The science behind

The restorative effects of natural environments have been generally explained taking into account an evolutionary perspective. The common argument underlines that, as an outcome of millions of year of evolution in natural environments, human beings have developed a genetic readiness to interact with natural environments (Kellert & Wilson, 1993. See also Grinde 2009 and Grinde & Patil 2009). Nonetheless, humans do not possess the same level of readiness to respond to the stimuli from non-natural “built” settings and materials (Ulrich, 1993).
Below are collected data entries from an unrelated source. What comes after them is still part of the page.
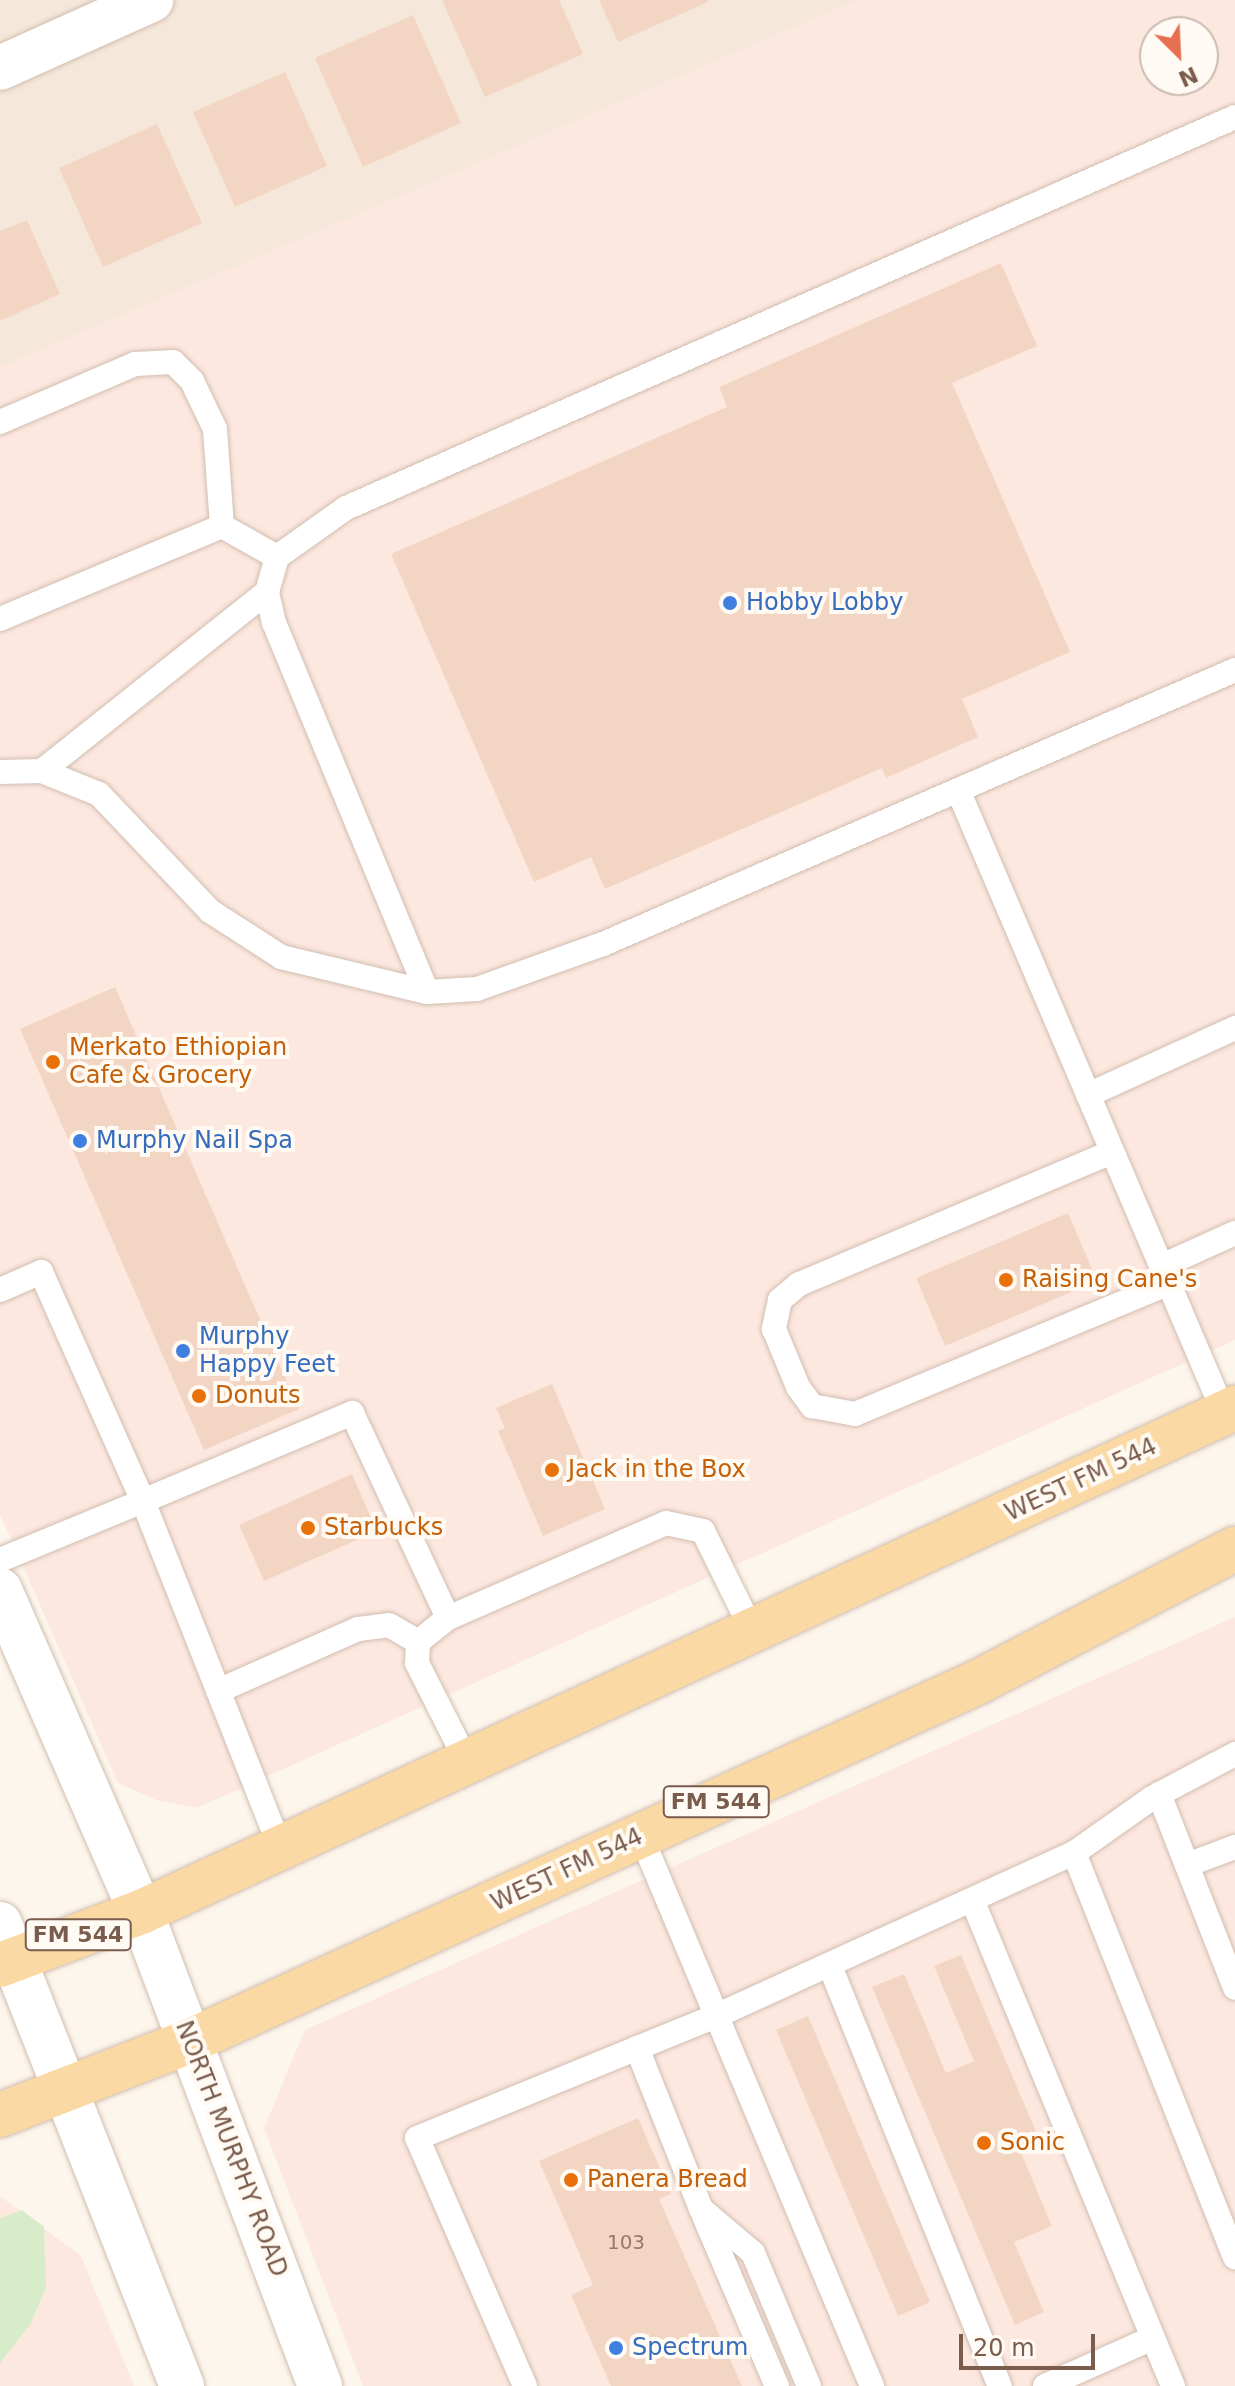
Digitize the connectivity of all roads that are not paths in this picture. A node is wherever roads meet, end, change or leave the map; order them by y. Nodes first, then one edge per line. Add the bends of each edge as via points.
1 (151, 0) edge
2 (0, 68) edge
3 (1235, 117) edge
4 (0, 422) edge
5 (222, 526) junction
6 (277, 557) junction
7 (267, 592) junction
8 (0, 619) edge
9 (1235, 670) edge
10 (42, 771) junction
11 (0, 772) edge
12 (958, 790) junction
13 (427, 992) junction
14 (1235, 1028) edge
15 (1088, 1095) junction
16 (1112, 1152) junction
17 (1235, 1233) edge
18 (1167, 1274) junction
19 (0, 1290) edge
20 (1229, 1410) edge
21 (143, 1501) junction
22 (1235, 1549) edge
23 (0, 1560) edge
24 (0, 1590) edge
25 (448, 1618) junction
26 (753, 1632) junction
27 (418, 1642) junction
28 (218, 1691) junction
29 (1235, 1754) edge
30 (467, 1762) junction
31 (1159, 1794) junction
32 (641, 1836) junction
33 (280, 1847) junction
34 (1235, 1847) edge
35 (1074, 1853) junction
36 (1187, 1865) junction
37 (973, 1902) junction
38 (141, 1912) junction
39 (5, 1949) edge
40 (830, 1966) junction
41 (1235, 1988) edge
42 (716, 2016) junction
43 (190, 2041) junction
44 (637, 2048) junction
45 (64, 2089) junction
46 (0, 2115) edge
47 (701, 2209) junction
48 (1235, 2257) edge
49 (1153, 2338) junction
50 (182, 2386) edge
51 (320, 2386) edge
52 (525, 2386) edge
53 (777, 2386) edge
54 (809, 2386) edge
55 (872, 2386) edge
56 (1000, 2386) edge
57 (1045, 2386) edge
58 (1173, 2386) edge

1 - 2 main road
3 - 6 lane via 346,508
4 - 5 lane via 135,364 173,362 192,381 215,429
5 - 6 lane
5 - 8 lane
6 - 7 lane
7 - 10 lane
7 - 13 lane via 274,623
9 - 12 lane
10 - 11 lane
10 - 13 lane via 99,794 210,911 281,957
12 - 13 lane via 603,944 477,989
12 - 15 lane
14 - 15 lane
15 - 16 lane
16 - 18 lane
16 - 18 lane via 799,1284 780,1300 774,1329 798,1387 812,1406 855,1414
17 - 18 lane
18 - 20 lane
19 - 21 lane via 41,1272
20 - 26 main road, WEST FM 544 / FM 544
21 - 23 lane
21 - 25 lane via 352,1413
21 - 28 lane
22 - 32 main road, WEST FM 544 / FM 544 via 978,1682
24 - 38 main road, NORTH MURPHY ROAD
25 - 26 lane via 666,1523 703,1531
25 - 27 lane
26 - 30 main road, WEST FM 544 / FM 544
27 - 28 lane via 389,1625 358,1629
27 - 30 lane via 417,1663
28 - 33 lane
29 - 31 lane
30 - 33 main road, WEST FM 544 / FM 544
31 - 35 lane
31 - 36 lane
32 - 42 lane
32 - 43 main road, WEST FM 544 / FM 544
33 - 38 main road, WEST FM 544 / FM 544
34 - 36 lane
35 - 37 lane
35 - 48 lane
36 - 41 lane
37 - 40 lane
37 - 49 lane
38 - 39 main road, FM 544
38 - 43 main road, NORTH MURPHY ROAD
39 - 45 main road
40 - 42 lane
40 - 56 lane
42 - 44 lane
42 - 55 lane
43 - 45 main road, WEST FM 544 / FM 544
43 - 51 main road, NORTH MURPHY ROAD
44 - 47 lane
44 - 52 lane via 417,2138
45 - 46 main road, FM 544
45 - 50 main road
47 - 53 lane
47 - 54 lane via 753,2253
49 - 57 lane
49 - 58 lane

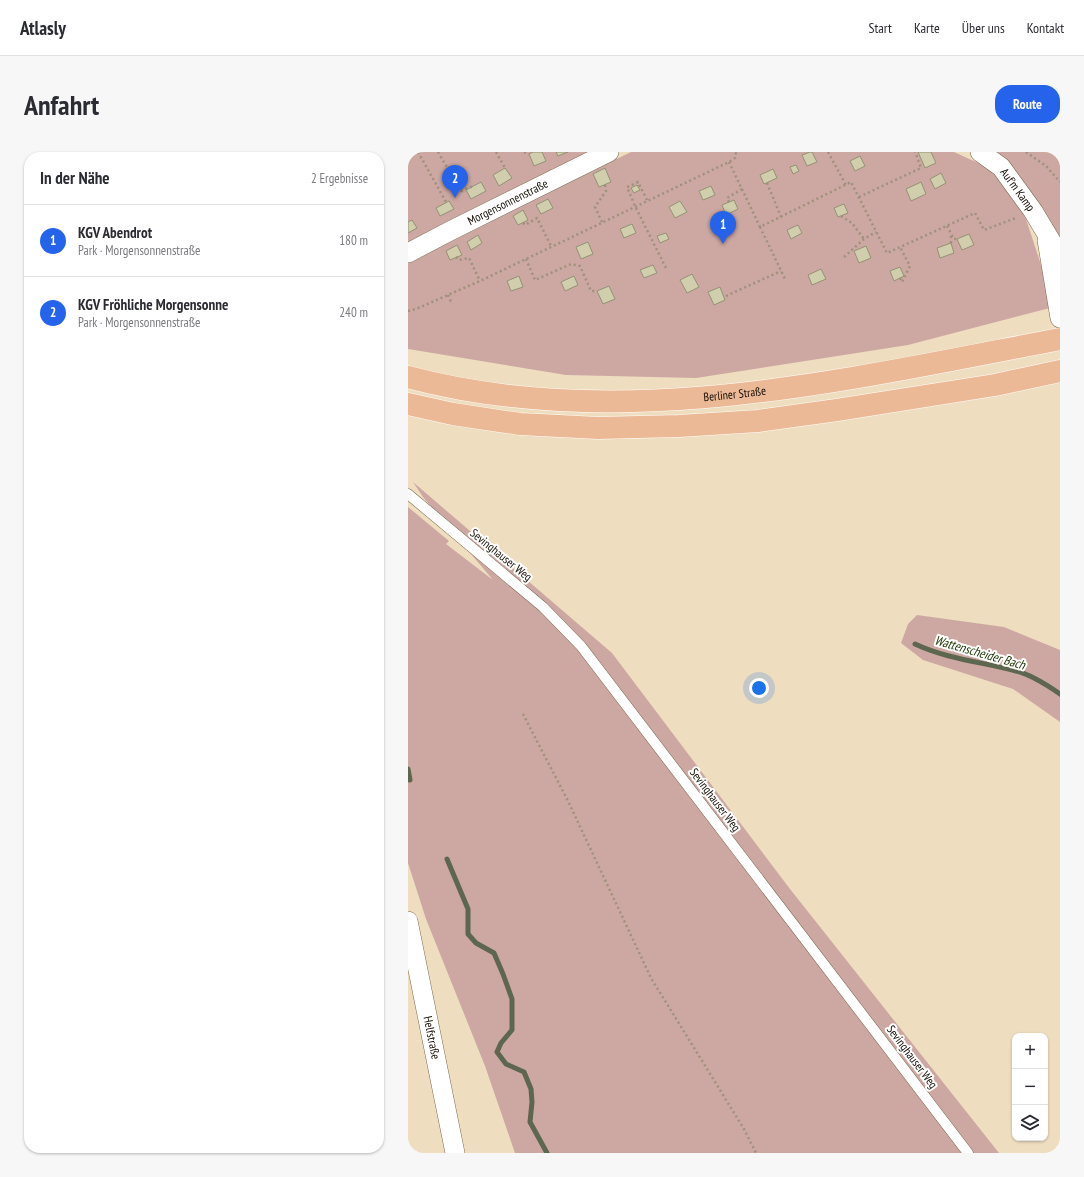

A number of empirical research have investigated directly the restorative effect of green settings (Van den Berg et al., 2007; Grinde, & Patil, 2009), showing positive effects for natural environments compared to artificial environments exposure regarding cognitive and physiological responses. The environments taken into exams have been various and very different, including wild areas (Hartig, Mang & Evans, 1991), gardens and city green areas (Ottosson & Grahn, 2005) as well as indoor settings, merely viewing green areas through a window (Faber Taylor, Kuo & Sullival, 2002; Raanaas, Patil, & Hartig, 2012).

These findings of field studies have been addressed with laboratory experiments in order to investigate the development of specific psychological benefits when subjects are exposed to natural environment elements. Exposure to natural scenes using a screen was investigated by several studies (Berto, 2005; Ulrich et al., 1991; Van den Berg et al., 2003), confirming that videos or static images showing natural environments lead to faster and better recovery from stress when compared to the same experimental setting showed built environments. Comparing photo sets and/or videos showing natural environments and natural scenes proved a robust perceived restorative effect of natural settings vs. not natural ones (see Verlade, Fri & Tveit, 2007).

The field is now rapidly developing towards the use of immersive virtual reality environments, in order to maximize the positive effect of nature even when a real experience in the great outdoor is not possible.